━━━━━ Material for this task
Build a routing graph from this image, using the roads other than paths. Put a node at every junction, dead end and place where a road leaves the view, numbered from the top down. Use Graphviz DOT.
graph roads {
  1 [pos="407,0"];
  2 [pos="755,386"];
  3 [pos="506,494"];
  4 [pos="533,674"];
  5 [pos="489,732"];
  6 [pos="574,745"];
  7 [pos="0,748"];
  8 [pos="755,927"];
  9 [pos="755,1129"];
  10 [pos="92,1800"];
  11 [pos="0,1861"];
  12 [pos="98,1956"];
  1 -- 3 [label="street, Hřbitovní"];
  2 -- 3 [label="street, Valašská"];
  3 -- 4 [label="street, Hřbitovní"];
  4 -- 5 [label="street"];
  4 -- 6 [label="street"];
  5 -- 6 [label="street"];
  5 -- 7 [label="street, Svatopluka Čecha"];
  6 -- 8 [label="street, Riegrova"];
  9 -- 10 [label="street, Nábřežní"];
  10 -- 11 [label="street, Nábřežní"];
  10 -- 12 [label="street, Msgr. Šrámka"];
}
━━━━━━━━━━
* Problem to work on:
Every line must be copied exactly as it stands above.

* Response to this task:
Build a routing graph from this image, using the roads other than paths. Put a node at every junction, dead end and place where a road leaves the view, numbered from the top down. Use Graphviz DOT.
graph roads {
  1 [pos="407,0"];
  2 [pos="755,386"];
  3 [pos="506,494"];
  4 [pos="533,674"];
  5 [pos="489,732"];
  6 [pos="574,745"];
  7 [pos="0,748"];
  8 [pos="755,927"];
  9 [pos="755,1129"];
  10 [pos="92,1800"];
  11 [pos="0,1861"];
  12 [pos="98,1956"];
  1 -- 3 [label="street, Hřbitovní"];
  2 -- 3 [label="street, Valašská"];
  3 -- 4 [label="street, Hřbitovní"];
  4 -- 5 [label="street"];
  4 -- 6 [label="street"];
  5 -- 6 [label="street"];
  5 -- 7 [label="street, Svatopluka Čecha"];
  6 -- 8 [label="street, Riegrova"];
  9 -- 10 [label="street, Nábřežní"];
  10 -- 11 [label="street, Nábřežní"];
  10 -- 12 [label="street, Msgr. Šrámka"];
}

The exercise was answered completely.